- GIVEN ENTRIES
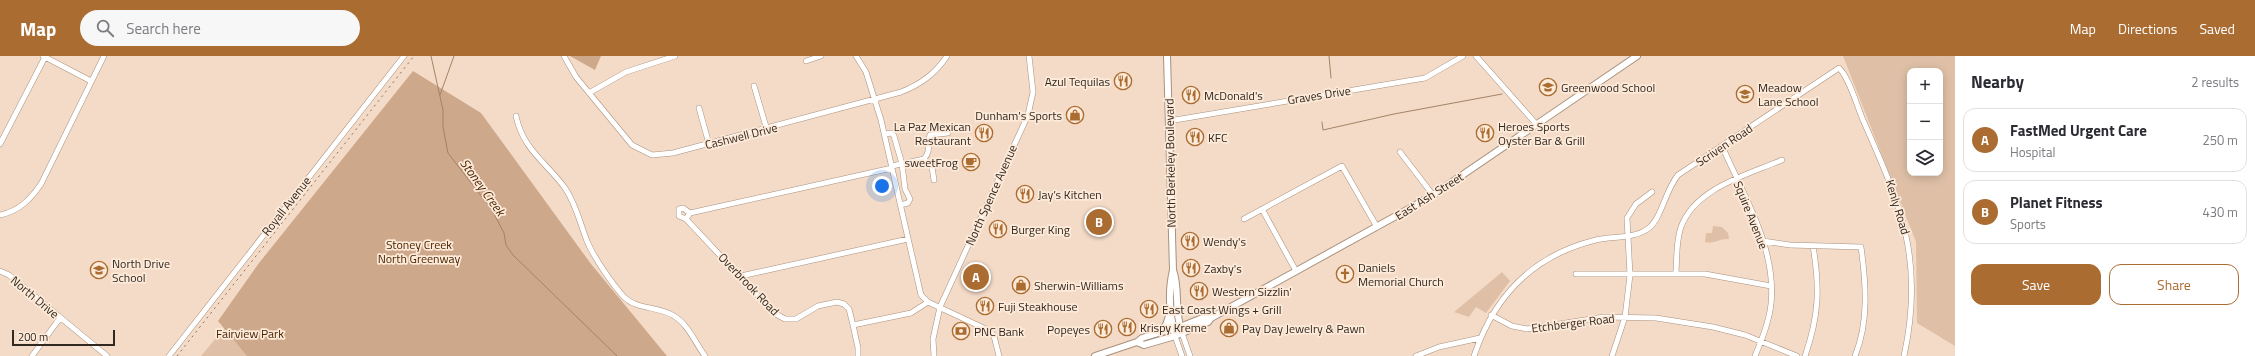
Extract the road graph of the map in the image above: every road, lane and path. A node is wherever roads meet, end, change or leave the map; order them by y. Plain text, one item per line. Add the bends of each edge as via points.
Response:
1 (44, 56) edge
2 (104, 56) edge
3 (404, 56) edge
4 (564, 56) edge
5 (675, 56) edge
6 (821, 56) edge
7 (856, 56) edge
8 (947, 56) edge
9 (1029, 56) edge
10 (1168, 56) edge
11 (1463, 56) edge
12 (1476, 56) edge
13 (1637, 56) edge
14 (656, 58) edge
15 (806, 61) dead end
16 (1839, 68) joint
17 (91, 81) junction
18 (754, 86) dead end
19 (589, 93) junction
20 (875, 100) junction
21 (699, 108) dead end
22 (516, 116) dead end
23 (1169, 121) junction
24 (1537, 125) junction
25 (767, 130) junction
26 (948, 133) dead end
27 (884, 134) junction
28 (0, 144) edge
29 (709, 144) junction
30 (1722, 146) junction
31 (1400, 152) dead end
32 (924, 159) junction
33 (1782, 160) dead end
34 (902, 164) junction
35 (892, 168) junction
36 (934, 180) dead end
37 (1737, 180) junction
38 (1652, 192) dead end
39 (1433, 195) junction
40 (900, 205) junction
41 (1262, 209) junction
42 (690, 213) junction
43 (0, 215) edge
44 (686, 219) junction
45 (1244, 219) dead end
46 (1377, 227) junction
47 (1627, 235) junction
48 (908, 239) junction
49 (1763, 241) junction
50 (1813, 246) junction
51 (1173, 270) junction
52 (0, 271) edge
53 (1296, 271) junction
54 (1676, 272) junction
55 (1576, 274) dead end
56 (1630, 275) junction
57 (741, 276) junction
58 (1771, 286) junction
59 (928, 302) junction
60 (940, 307) junction
61 (1171, 310) junction
62 (1491, 315) junction
63 (1625, 317) junction
64 (60, 318) junction
65 (853, 325) junction
66 (1173, 329) junction
67 (1181, 330) junction
68 (1157, 334) junction
69 (1175, 336) junction
70 (1480, 338) junction
71 (1137, 342) junction
72 (1761, 342) junction
73 (1109, 354) edge
74 (104, 355) edge
75 (32, 356) edge
76 (168, 356) edge
77 (706, 356) edge
78 (858, 356) edge
79 (934, 356) edge
80 (999, 356) edge
81 (1094, 356) edge
82 (1182, 356) edge
83 (1190, 356) edge
84 (1416, 356) edge
85 (1474, 356) edge
86 (1612, 356) edge
87 (1755, 356) edge
88 (1797, 356) edge
89 (1806, 356) edge
90 (1855, 356) edge
91 (1904, 356) edge

1 - 17 street
1 - 28 street
2 - 17 street
3 - 76 street, Royall Avenue
4 - 19 street, Cashwell Drive
5 - 14 street
6 - 15 street
7 - 20 street via 866,72
8 - 20 street, Cashwell Drive via 931,76 918,85
9 - 60 street, North Spence Avenue via 1033,92 1028,114
10 - 23 main road, North Berkeley Boulevard
11 - 23 street, Graves Drive via 1425,78
12 - 24 street
13 - 24 main road, East Ash Street
14 - 19 street
16 - 30 street, Scriven Road
16 - 91 street, Kenly Road via 1899,204 1908,242 1913,275 1910,326
17 - 43 street via 32,198 16,210
18 - 25 street
19 - 29 street, Cashwell Drive via 632,146 642,152 663,155
20 - 25 street, Cashwell Drive
20 - 27 street
21 - 29 street
22 - 77 street via 526,142 572,200 588,243 624,297 642,306 674,315
23 - 51 main road, North Berkeley Boulevard
24 - 39 main road, East Ash Street
25 - 29 street, Cashwell Drive
26 - 32 street via 930,135 930,151
27 - 34 street via 894,134
27 - 35 street
30 - 37 street, Squire Avenue
30 - 47 street, Scriven Road via 1678,175 1670,186 1657,218 1649,228
31 - 39 street
32 - 34 street
32 - 36 street via 932,168
33 - 37 street
34 - 35 street via 899,168
34 - 40 street via 905,188 910,198 908,203
35 - 40 street
35 - 42 street
37 - 49 street, Squire Avenue
37 - 54 street via 1700,199 1688,212 1677,241
38 - 47 street via 1631,211 1627,218
39 - 46 main road, East Ash Street
40 - 48 street
41 - 45 street
41 - 46 street via 1342,166
41 - 53 street
42 - 44 street
42 - 44 street via 683,208 679,209 679,216
44 - 57 street, Overbrook Road
46 - 53 main road, East Ash Street
47 - 56 street
47 - 62 street, Scriven Road via 1573,247 1545,260 1507,292
48 - 57 street
48 - 59 street via 921,295
49 - 50 street
49 - 58 street, Squire Avenue
50 - 89 street via 1818,307
50 - 90 street via 1861,247 1865,305
51 - 61 main road, North Berkeley Boulevard
51 - 67 main road, North Berkeley Boulevard via 1176,278 1177,317
52 - 64 street, North Drive via 9,275
53 - 67 main road, East Ash Street via 1211,318 1205,317
54 - 56 street
54 - 58 street via 1704,274
55 - 56 street
56 - 63 street
57 - 65 street, Overbrook Road via 774,313 785,319 796,319 818,306 837,302 849,309
58 - 72 street, Squire Avenue via 1770,309
59 - 60 street
59 - 65 street via 911,313
60 - 79 street, North Spence Avenue via 933,339
60 - 80 street via 990,331 994,336
61 - 66 main road, North Berkeley Boulevard
61 - 68 main road via 1166,325
62 - 63 street, Etchberger Road via 1512,326 1527,329 1604,317
62 - 70 street, Scriven Road
63 - 72 street, Etchberger Road via 1692,323
63 - 86 street
64 - 74 street, North Drive
64 - 75 street
65 - 78 street, Overbrook Road
66 - 67 main road, East Ash Street
66 - 68 main road, East Ash Street
66 - 69 main road, North Berkeley Boulevard
67 - 69 main road, East Ash Street
67 - 83 street
68 - 71 main road, East Ash Street
69 - 71 main road, East Ash Street via 1144,346
69 - 82 street
70 - 84 street via 1439,347
70 - 85 street
71 - 73 main road, East Ash Street
72 - 87 street, Squire Avenue
72 - 88 street, Etchberger Road
73 - 81 main road, East Ash Street

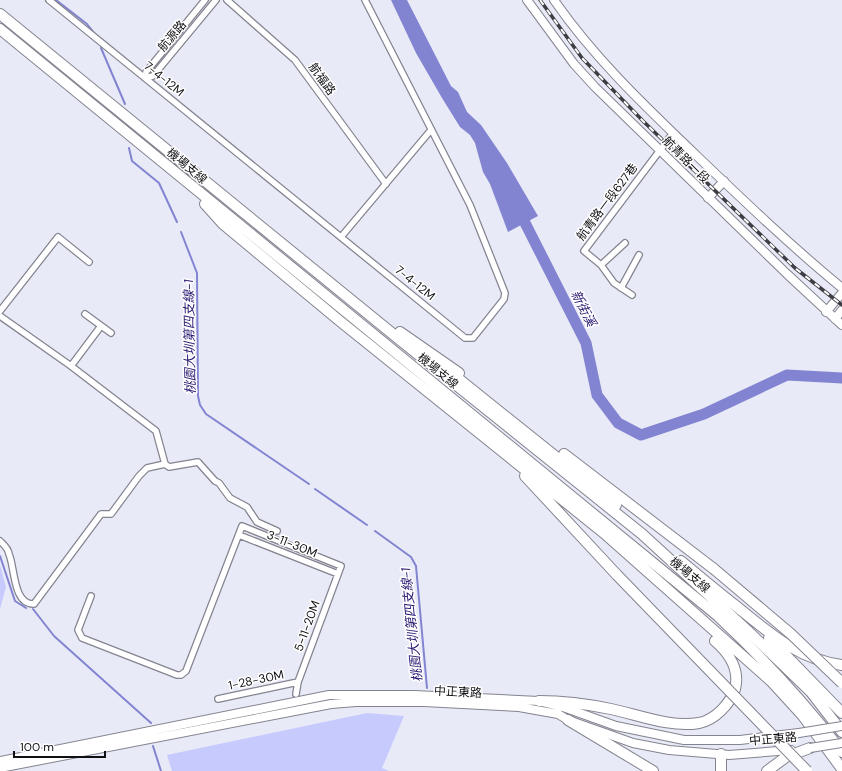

- EXERCISE
The material shown above is to be repeated verbatim, and its pictures are to be omitted.

- RESPONSE TO THIS TASK
Extract the road graph of the map in the image above: every road, lane and path. A node is wherever roads meet, end, change or leave the map; order them by y. Plain text, one item per line. Add the bends of each edge as via points.
Response:
1 (44, 56) edge
2 (104, 56) edge
3 (404, 56) edge
4 (564, 56) edge
5 (675, 56) edge
6 (821, 56) edge
7 (856, 56) edge
8 (947, 56) edge
9 (1029, 56) edge
10 (1168, 56) edge
11 (1463, 56) edge
12 (1476, 56) edge
13 (1637, 56) edge
14 (656, 58) edge
15 (806, 61) dead end
16 (1839, 68) joint
17 (91, 81) junction
18 (754, 86) dead end
19 (589, 93) junction
20 (875, 100) junction
21 (699, 108) dead end
22 (516, 116) dead end
23 (1169, 121) junction
24 (1537, 125) junction
25 (767, 130) junction
26 (948, 133) dead end
27 (884, 134) junction
28 (0, 144) edge
29 (709, 144) junction
30 (1722, 146) junction
31 (1400, 152) dead end
32 (924, 159) junction
33 (1782, 160) dead end
34 (902, 164) junction
35 (892, 168) junction
36 (934, 180) dead end
37 (1737, 180) junction
38 (1652, 192) dead end
39 (1433, 195) junction
40 (900, 205) junction
41 (1262, 209) junction
42 (690, 213) junction
43 (0, 215) edge
44 (686, 219) junction
45 (1244, 219) dead end
46 (1377, 227) junction
47 (1627, 235) junction
48 (908, 239) junction
49 (1763, 241) junction
50 (1813, 246) junction
51 (1173, 270) junction
52 (0, 271) edge
53 (1296, 271) junction
54 (1676, 272) junction
55 (1576, 274) dead end
56 (1630, 275) junction
57 (741, 276) junction
58 (1771, 286) junction
59 (928, 302) junction
60 (940, 307) junction
61 (1171, 310) junction
62 (1491, 315) junction
63 (1625, 317) junction
64 (60, 318) junction
65 (853, 325) junction
66 (1173, 329) junction
67 (1181, 330) junction
68 (1157, 334) junction
69 (1175, 336) junction
70 (1480, 338) junction
71 (1137, 342) junction
72 (1761, 342) junction
73 (1109, 354) edge
74 (104, 355) edge
75 (32, 356) edge
76 (168, 356) edge
77 (706, 356) edge
78 (858, 356) edge
79 (934, 356) edge
80 (999, 356) edge
81 (1094, 356) edge
82 (1182, 356) edge
83 (1190, 356) edge
84 (1416, 356) edge
85 (1474, 356) edge
86 (1612, 356) edge
87 (1755, 356) edge
88 (1797, 356) edge
89 (1806, 356) edge
90 (1855, 356) edge
91 (1904, 356) edge

1 - 17 street
1 - 28 street
2 - 17 street
3 - 76 street, Royall Avenue
4 - 19 street, Cashwell Drive
5 - 14 street
6 - 15 street
7 - 20 street via 866,72
8 - 20 street, Cashwell Drive via 931,76 918,85
9 - 60 street, North Spence Avenue via 1033,92 1028,114
10 - 23 main road, North Berkeley Boulevard
11 - 23 street, Graves Drive via 1425,78
12 - 24 street
13 - 24 main road, East Ash Street
14 - 19 street
16 - 30 street, Scriven Road
16 - 91 street, Kenly Road via 1899,204 1908,242 1913,275 1910,326
17 - 43 street via 32,198 16,210
18 - 25 street
19 - 29 street, Cashwell Drive via 632,146 642,152 663,155
20 - 25 street, Cashwell Drive
20 - 27 street
21 - 29 street
22 - 77 street via 526,142 572,200 588,243 624,297 642,306 674,315
23 - 51 main road, North Berkeley Boulevard
24 - 39 main road, East Ash Street
25 - 29 street, Cashwell Drive
26 - 32 street via 930,135 930,151
27 - 34 street via 894,134
27 - 35 street
30 - 37 street, Squire Avenue
30 - 47 street, Scriven Road via 1678,175 1670,186 1657,218 1649,228
31 - 39 street
32 - 34 street
32 - 36 street via 932,168
33 - 37 street
34 - 35 street via 899,168
34 - 40 street via 905,188 910,198 908,203
35 - 40 street
35 - 42 street
37 - 49 street, Squire Avenue
37 - 54 street via 1700,199 1688,212 1677,241
38 - 47 street via 1631,211 1627,218
39 - 46 main road, East Ash Street
40 - 48 street
41 - 45 street
41 - 46 street via 1342,166
41 - 53 street
42 - 44 street
42 - 44 street via 683,208 679,209 679,216
44 - 57 street, Overbrook Road
46 - 53 main road, East Ash Street
47 - 56 street
47 - 62 street, Scriven Road via 1573,247 1545,260 1507,292
48 - 57 street
48 - 59 street via 921,295
49 - 50 street
49 - 58 street, Squire Avenue
50 - 89 street via 1818,307
50 - 90 street via 1861,247 1865,305
51 - 61 main road, North Berkeley Boulevard
51 - 67 main road, North Berkeley Boulevard via 1176,278 1177,317
52 - 64 street, North Drive via 9,275
53 - 67 main road, East Ash Street via 1211,318 1205,317
54 - 56 street
54 - 58 street via 1704,274
55 - 56 street
56 - 63 street
57 - 65 street, Overbrook Road via 774,313 785,319 796,319 818,306 837,302 849,309
58 - 72 street, Squire Avenue via 1770,309
59 - 60 street
59 - 65 street via 911,313
60 - 79 street, North Spence Avenue via 933,339
60 - 80 street via 990,331 994,336
61 - 66 main road, North Berkeley Boulevard
61 - 68 main road via 1166,325
62 - 63 street, Etchberger Road via 1512,326 1527,329 1604,317
62 - 70 street, Scriven Road
63 - 72 street, Etchberger Road via 1692,323
63 - 86 street
64 - 74 street, North Drive
64 - 75 street
65 - 78 street, Overbrook Road
66 - 67 main road, East Ash Street
66 - 68 main road, East Ash Street
66 - 69 main road, North Berkeley Boulevard
67 - 69 main road, East Ash Street
67 - 83 street
68 - 71 main road, East Ash Street
69 - 71 main road, East Ash Street via 1144,346
69 - 82 street
70 - 84 street via 1439,347
70 - 85 street
71 - 73 main road, East Ash Street
72 - 87 street, Squire Avenue
72 - 88 street, Etchberger Road
73 - 81 main road, East Ash Street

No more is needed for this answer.